Goal of the exercise:
Please output exactly the part of the records below that opens with the line containing "ring pip: (158, 210)" and closes with the line containing "index dip: (241, 247)", both lines included, and nothing else.

Raw data:
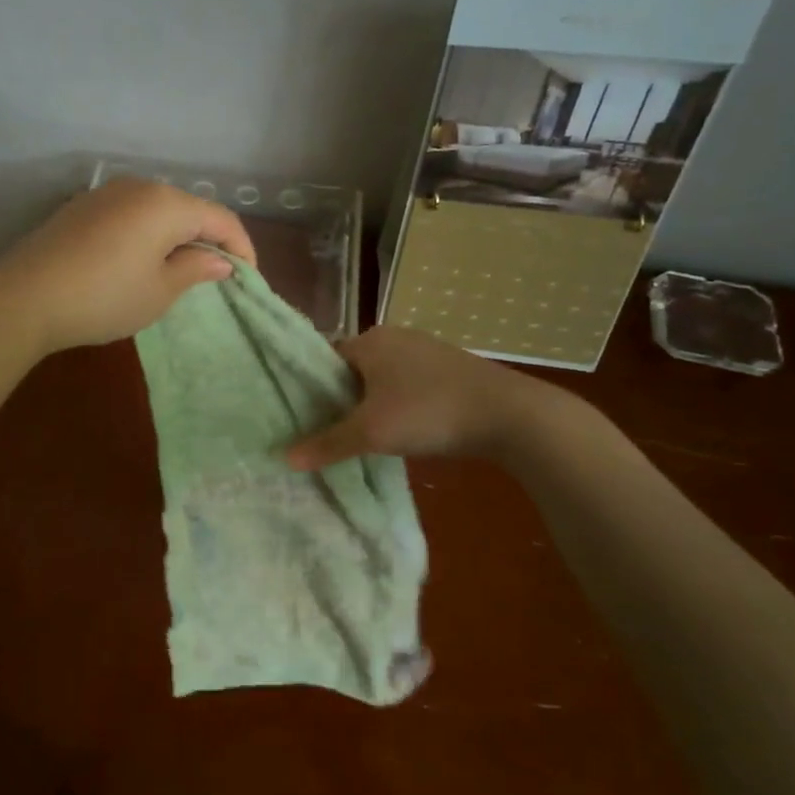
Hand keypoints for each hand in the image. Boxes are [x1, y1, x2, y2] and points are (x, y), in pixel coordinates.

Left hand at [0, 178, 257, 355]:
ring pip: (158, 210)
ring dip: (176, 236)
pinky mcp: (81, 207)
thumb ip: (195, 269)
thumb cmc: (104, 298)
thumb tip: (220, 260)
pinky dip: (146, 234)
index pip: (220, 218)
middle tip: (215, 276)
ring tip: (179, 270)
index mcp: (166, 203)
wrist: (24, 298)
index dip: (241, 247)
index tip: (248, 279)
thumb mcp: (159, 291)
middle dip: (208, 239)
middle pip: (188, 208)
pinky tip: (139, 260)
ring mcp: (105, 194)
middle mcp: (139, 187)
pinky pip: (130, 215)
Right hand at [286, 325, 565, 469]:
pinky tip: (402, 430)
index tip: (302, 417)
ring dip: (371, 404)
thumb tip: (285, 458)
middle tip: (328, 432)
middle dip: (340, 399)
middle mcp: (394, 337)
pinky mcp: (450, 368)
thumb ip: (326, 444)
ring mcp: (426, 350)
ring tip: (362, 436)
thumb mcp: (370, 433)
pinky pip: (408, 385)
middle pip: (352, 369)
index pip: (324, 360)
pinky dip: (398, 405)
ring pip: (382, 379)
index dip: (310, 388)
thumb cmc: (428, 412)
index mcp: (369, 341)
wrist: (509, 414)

Output of the task:
ring pip: (158, 210)
ring dip: (176, 236)
pinky mcp: (81, 207)
thumb ip: (195, 269)
thumb cmc: (104, 298)
thumb tip: (220, 260)
pinky dip: (146, 234)
index pip: (220, 218)
middle tip: (215, 276)
ring tip: (179, 270)
index mcp: (166, 203)
wrist: (24, 298)
index dip: (241, 247)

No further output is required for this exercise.